What is being asked: Line by line, return the listing exactly, without any of the images.

Task data:

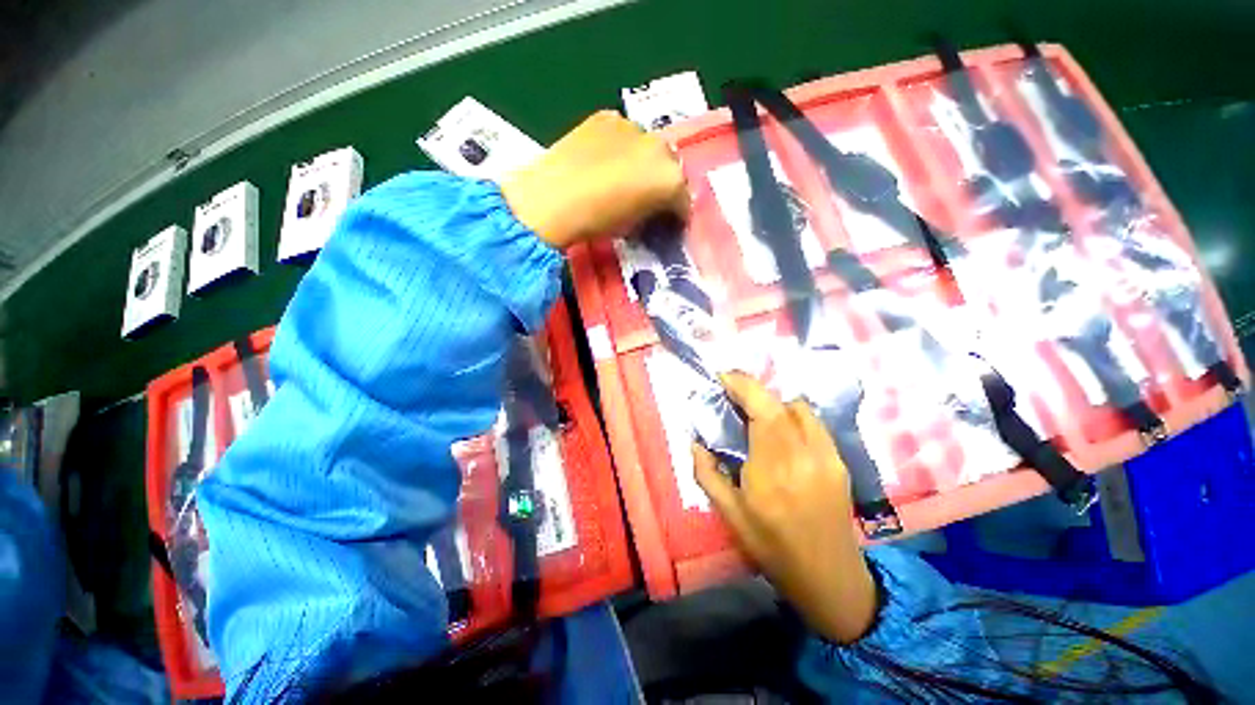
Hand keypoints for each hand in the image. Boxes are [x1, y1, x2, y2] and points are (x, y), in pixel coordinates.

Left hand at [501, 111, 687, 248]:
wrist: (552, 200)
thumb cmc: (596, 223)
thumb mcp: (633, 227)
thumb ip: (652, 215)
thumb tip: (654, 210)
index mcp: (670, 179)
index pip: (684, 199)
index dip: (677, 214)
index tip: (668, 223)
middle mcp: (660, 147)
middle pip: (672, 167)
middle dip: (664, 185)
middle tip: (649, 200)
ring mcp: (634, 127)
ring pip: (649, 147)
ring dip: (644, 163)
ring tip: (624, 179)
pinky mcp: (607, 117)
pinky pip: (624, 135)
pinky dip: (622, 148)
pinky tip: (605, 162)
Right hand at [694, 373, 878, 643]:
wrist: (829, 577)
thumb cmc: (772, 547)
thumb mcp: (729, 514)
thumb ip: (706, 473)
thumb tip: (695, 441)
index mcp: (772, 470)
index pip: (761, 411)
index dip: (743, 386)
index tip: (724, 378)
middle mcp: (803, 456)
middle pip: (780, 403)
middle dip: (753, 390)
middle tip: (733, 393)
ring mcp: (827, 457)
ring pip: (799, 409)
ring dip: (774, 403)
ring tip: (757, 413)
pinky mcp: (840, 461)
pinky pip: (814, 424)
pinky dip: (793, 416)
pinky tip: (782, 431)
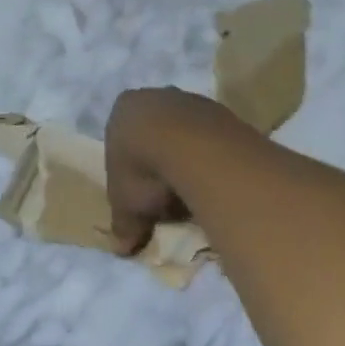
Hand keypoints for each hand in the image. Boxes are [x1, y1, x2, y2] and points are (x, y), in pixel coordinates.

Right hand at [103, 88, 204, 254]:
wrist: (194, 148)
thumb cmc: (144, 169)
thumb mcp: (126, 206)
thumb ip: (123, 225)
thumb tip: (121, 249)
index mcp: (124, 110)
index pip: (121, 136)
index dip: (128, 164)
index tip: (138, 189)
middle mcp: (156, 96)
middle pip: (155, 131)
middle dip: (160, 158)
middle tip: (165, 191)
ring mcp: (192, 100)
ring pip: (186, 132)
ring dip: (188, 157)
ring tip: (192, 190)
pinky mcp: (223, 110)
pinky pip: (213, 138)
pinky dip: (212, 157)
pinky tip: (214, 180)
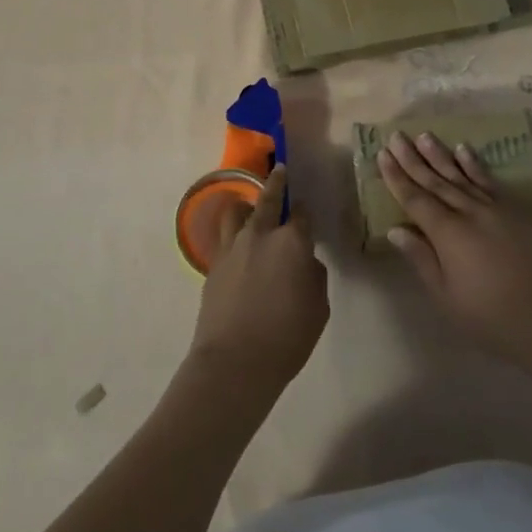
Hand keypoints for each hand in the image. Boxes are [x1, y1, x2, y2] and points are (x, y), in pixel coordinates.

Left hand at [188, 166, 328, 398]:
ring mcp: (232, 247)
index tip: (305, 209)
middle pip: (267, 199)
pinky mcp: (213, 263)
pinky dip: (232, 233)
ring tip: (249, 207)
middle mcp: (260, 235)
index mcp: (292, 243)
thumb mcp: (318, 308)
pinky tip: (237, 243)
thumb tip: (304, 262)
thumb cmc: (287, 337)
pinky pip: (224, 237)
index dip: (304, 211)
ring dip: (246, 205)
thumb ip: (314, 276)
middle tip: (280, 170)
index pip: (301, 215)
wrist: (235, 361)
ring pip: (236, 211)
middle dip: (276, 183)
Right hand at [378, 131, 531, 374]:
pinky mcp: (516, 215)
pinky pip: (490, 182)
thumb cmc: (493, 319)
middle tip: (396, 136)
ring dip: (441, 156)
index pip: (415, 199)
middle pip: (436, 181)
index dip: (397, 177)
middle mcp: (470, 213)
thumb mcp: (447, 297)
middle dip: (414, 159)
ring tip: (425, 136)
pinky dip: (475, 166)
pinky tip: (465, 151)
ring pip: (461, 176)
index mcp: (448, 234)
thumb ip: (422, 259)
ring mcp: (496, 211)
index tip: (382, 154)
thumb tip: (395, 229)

The answer:
Hand keypoints for each hand in the image. Boxes are [x1, y1, x2, y2] and points are (x, y), in pixel coordinates.

Left hand at [501, 111, 687, 248]:
wrist: (552, 200)
thumb cmc: (596, 223)
thumb mcp: (633, 227)
thumb ip: (652, 215)
thumb tip: (654, 210)
index mcp: (670, 179)
index pip: (684, 199)
index dip: (677, 214)
index tip: (668, 223)
middle mcp: (660, 147)
middle pip: (672, 167)
middle dip: (664, 185)
middle tip: (649, 200)
ring mcp: (634, 127)
ring pip: (649, 147)
ring dip: (644, 163)
ring tip: (624, 179)
pinky mcp: (607, 117)
pinky pip: (624, 135)
pinky dip: (622, 148)
pinky tip: (605, 162)
Right hand at [694, 373, 878, 643]:
wrist: (829, 577)
thumb cmc: (772, 547)
thumb mcp: (729, 514)
thumb ip: (706, 473)
thumb tip: (695, 441)
index mcp: (772, 470)
index pip: (761, 411)
index dip: (743, 386)
index tip: (724, 378)
middle mcp: (803, 456)
middle pip: (780, 403)
middle dip: (753, 390)
middle tip: (733, 393)
ring mcp: (827, 457)
ring pip: (799, 409)
ring dip: (774, 403)
ring tip: (757, 413)
pinky mcp: (840, 461)
pinky pip: (814, 424)
pinky dip: (793, 416)
pinky tip: (782, 431)
Hand keypoints for each hand in the image. Boxes are [x1, y1, x2, y2] and points are (x, y), in pixel coordinates.

Right hand at [103, 88, 204, 254]:
wrist: (194, 148)
thumb cmc: (144, 169)
thumb mcp: (126, 206)
thumb ip: (123, 225)
thumb tip: (121, 249)
index mcp: (124, 110)
index pip: (121, 136)
index dip: (128, 164)
index tip: (138, 189)
middle mcp: (156, 96)
middle pip: (155, 131)
middle dip: (160, 158)
middle tip: (165, 191)
ring mcp: (192, 100)
ring pip: (186, 132)
ring dip: (188, 157)
ring tip: (192, 190)
pinky mcp: (223, 110)
pinky pip: (213, 138)
pinky dip: (212, 157)
pinky tip: (214, 180)
Hand keypoints for each hand in the image. Boxes are [x1, y1, x2, y2] and points are (x, y), in pixel coordinates.

Left hand at [188, 166, 328, 398]:
ring mcp: (232, 247)
index tip: (305, 209)
middle pip: (267, 199)
pinky mcp: (213, 263)
pinky dip: (232, 233)
ring tip: (249, 207)
middle mcp: (260, 235)
index mcp: (292, 243)
thumb mcp: (318, 308)
pinky tip: (237, 243)
thumb tip: (304, 262)
thumb cmc: (287, 337)
pinky pip: (224, 237)
index dip: (304, 211)
ring dip: (246, 205)
thumb ip: (314, 276)
middle tip: (280, 170)
index pip: (301, 215)
wrist: (235, 361)
ring pip: (236, 211)
middle dip: (276, 183)
Right hand at [378, 131, 531, 374]:
pinky mcp: (516, 215)
pinky pip: (490, 182)
thumb cmc: (493, 319)
middle tip: (396, 136)
ring dip: (441, 156)
index pip: (415, 199)
middle pip: (436, 181)
index dip: (397, 177)
middle mcp: (470, 213)
thumb mcp: (447, 297)
middle dip: (414, 159)
ring tip: (425, 136)
pinky dip: (475, 166)
pinky tip: (465, 151)
ring pip: (461, 176)
index mcp: (448, 234)
thumb ip: (422, 259)
ring mcp: (496, 211)
index tip: (382, 154)
thumb tip: (395, 229)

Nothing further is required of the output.